━━━ Listed records

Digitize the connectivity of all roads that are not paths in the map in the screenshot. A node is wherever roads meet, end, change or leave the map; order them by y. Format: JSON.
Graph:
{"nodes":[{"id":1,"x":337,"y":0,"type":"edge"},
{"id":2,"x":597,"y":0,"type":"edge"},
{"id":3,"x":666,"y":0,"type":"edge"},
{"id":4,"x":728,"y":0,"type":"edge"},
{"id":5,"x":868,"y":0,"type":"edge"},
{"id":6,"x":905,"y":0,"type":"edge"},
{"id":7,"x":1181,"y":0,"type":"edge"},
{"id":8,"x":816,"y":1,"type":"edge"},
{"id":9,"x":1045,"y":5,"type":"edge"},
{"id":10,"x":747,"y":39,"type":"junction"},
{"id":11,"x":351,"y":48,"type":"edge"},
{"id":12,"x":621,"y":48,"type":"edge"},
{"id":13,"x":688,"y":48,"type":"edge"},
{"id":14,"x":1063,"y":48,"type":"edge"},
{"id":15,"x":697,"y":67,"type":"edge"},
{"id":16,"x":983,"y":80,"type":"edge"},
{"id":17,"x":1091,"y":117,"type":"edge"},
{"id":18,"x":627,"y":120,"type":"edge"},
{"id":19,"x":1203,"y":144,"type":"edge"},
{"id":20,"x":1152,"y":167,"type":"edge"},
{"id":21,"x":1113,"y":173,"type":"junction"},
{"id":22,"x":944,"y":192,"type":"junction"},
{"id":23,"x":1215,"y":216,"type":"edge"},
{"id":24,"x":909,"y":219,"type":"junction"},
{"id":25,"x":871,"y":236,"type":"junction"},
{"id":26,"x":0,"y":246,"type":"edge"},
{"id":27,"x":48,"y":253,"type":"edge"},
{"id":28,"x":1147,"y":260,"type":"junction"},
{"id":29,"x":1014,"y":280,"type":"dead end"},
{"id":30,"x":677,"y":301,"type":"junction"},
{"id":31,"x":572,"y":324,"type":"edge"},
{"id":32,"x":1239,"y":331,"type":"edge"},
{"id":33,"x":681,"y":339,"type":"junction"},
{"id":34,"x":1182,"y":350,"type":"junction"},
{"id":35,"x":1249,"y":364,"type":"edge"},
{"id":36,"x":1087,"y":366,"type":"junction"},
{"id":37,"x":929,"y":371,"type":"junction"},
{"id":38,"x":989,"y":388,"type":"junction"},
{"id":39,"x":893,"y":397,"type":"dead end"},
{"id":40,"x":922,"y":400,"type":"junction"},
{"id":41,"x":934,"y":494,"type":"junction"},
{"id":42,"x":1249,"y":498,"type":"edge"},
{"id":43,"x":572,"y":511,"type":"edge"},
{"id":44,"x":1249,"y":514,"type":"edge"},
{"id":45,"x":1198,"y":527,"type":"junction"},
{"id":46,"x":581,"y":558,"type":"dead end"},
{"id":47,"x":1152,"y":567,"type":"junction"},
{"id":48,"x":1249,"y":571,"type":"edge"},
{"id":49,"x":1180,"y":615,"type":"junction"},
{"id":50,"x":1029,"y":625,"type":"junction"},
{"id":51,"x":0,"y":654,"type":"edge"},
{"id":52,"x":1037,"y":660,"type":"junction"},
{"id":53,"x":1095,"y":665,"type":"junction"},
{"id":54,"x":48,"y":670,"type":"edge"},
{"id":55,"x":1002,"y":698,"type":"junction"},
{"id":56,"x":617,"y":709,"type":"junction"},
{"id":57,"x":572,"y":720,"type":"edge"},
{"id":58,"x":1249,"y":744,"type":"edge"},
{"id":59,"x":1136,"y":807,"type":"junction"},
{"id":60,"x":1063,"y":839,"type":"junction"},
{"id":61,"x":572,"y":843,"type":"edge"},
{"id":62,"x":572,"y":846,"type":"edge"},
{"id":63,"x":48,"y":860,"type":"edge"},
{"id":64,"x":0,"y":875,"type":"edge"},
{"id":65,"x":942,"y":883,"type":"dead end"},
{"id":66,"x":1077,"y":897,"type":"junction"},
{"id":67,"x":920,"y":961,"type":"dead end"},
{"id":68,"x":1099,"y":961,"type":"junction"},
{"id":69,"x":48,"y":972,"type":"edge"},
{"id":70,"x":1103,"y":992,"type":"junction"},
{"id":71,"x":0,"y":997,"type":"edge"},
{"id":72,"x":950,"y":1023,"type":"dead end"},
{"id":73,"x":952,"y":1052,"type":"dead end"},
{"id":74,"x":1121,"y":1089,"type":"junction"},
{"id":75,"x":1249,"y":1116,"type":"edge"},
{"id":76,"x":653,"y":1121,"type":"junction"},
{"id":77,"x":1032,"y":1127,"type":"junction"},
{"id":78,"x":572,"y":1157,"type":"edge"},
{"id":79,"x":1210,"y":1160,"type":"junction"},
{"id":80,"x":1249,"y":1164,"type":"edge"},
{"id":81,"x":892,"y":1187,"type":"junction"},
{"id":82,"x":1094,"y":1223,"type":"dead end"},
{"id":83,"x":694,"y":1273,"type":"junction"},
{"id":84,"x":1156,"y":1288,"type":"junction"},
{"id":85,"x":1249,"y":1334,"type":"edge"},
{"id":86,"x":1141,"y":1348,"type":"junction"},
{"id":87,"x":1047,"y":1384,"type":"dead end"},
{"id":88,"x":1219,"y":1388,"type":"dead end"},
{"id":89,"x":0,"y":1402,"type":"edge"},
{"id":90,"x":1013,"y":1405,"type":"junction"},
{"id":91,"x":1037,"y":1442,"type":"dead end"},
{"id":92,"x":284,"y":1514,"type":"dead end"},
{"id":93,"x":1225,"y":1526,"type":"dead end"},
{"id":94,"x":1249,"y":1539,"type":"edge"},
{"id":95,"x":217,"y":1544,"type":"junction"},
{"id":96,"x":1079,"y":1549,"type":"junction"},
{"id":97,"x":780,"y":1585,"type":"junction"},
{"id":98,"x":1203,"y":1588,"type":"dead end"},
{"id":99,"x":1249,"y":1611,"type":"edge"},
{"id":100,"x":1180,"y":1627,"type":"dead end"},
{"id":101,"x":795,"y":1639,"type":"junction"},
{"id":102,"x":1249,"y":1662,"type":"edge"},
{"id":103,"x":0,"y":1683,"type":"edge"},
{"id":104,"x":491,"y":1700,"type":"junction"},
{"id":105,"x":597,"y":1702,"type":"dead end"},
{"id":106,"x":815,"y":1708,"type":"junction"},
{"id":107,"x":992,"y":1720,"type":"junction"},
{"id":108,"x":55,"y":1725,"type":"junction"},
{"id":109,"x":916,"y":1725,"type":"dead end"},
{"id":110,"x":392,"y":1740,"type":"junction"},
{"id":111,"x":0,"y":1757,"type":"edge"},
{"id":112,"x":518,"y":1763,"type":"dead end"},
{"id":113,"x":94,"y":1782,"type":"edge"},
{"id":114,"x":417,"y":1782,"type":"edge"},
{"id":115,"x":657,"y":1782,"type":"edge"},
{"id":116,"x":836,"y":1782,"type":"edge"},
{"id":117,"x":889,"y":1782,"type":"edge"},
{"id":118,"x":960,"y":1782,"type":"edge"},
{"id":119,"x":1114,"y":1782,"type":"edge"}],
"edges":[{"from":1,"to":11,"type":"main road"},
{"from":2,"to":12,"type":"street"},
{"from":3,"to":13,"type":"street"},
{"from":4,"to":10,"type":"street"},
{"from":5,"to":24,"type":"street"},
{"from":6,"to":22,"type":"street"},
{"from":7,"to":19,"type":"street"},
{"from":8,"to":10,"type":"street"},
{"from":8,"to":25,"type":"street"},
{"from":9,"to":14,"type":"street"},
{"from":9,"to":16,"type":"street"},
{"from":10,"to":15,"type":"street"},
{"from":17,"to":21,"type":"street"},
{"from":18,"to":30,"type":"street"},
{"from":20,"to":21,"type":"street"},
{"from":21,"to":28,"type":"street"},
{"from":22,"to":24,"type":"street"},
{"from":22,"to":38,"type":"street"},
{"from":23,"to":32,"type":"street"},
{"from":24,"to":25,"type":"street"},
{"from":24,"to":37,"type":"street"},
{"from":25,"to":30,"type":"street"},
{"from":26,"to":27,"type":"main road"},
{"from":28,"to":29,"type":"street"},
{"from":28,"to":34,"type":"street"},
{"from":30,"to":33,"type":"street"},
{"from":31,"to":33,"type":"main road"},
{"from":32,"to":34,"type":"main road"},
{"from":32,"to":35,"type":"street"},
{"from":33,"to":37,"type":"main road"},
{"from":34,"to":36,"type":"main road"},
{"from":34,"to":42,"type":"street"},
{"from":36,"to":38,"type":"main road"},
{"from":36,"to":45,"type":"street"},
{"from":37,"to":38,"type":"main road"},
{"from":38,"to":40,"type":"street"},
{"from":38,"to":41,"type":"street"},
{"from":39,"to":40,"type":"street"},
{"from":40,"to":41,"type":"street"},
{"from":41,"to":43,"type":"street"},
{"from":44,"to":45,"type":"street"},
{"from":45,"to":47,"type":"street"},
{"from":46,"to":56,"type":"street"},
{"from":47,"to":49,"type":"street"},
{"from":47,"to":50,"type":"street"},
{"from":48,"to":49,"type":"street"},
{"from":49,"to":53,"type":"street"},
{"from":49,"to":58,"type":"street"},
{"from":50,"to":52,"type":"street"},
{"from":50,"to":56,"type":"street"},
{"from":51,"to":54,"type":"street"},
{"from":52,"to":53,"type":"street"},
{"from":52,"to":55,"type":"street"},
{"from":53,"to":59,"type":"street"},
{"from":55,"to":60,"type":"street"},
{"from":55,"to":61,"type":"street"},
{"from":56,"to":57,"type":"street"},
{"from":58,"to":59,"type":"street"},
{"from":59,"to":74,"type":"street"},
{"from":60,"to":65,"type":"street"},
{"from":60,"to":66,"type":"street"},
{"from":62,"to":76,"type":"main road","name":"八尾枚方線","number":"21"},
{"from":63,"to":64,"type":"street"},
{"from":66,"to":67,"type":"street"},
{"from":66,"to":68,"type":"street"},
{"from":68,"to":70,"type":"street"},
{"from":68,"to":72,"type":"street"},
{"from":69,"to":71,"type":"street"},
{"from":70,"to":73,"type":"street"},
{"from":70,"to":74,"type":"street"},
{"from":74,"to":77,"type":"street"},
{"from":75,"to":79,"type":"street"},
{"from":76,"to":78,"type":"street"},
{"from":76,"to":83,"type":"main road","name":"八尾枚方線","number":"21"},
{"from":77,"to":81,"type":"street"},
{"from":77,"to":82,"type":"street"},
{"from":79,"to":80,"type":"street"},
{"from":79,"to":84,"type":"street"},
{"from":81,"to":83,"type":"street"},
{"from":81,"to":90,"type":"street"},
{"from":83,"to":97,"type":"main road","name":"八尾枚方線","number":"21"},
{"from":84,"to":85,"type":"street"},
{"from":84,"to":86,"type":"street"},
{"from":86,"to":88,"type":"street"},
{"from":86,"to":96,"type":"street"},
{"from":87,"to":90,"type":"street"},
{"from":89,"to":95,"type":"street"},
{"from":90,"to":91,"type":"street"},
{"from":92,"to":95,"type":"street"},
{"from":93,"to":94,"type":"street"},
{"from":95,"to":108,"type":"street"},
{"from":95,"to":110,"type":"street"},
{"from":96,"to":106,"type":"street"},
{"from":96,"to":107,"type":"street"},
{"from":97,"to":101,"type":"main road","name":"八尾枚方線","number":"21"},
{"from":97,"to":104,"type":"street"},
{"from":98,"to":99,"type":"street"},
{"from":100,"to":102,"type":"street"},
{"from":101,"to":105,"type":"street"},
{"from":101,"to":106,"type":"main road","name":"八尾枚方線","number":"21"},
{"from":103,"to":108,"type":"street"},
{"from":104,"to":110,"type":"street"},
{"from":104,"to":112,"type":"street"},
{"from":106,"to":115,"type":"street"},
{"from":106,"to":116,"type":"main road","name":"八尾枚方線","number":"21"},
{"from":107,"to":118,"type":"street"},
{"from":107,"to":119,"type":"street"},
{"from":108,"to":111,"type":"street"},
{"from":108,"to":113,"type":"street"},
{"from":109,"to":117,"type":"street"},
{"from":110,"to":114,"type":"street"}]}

━━━━━━

» What you have to do
The lines above may hold the string "八尾枚方線". Say how many do, and give only that number.

» Solved problem
6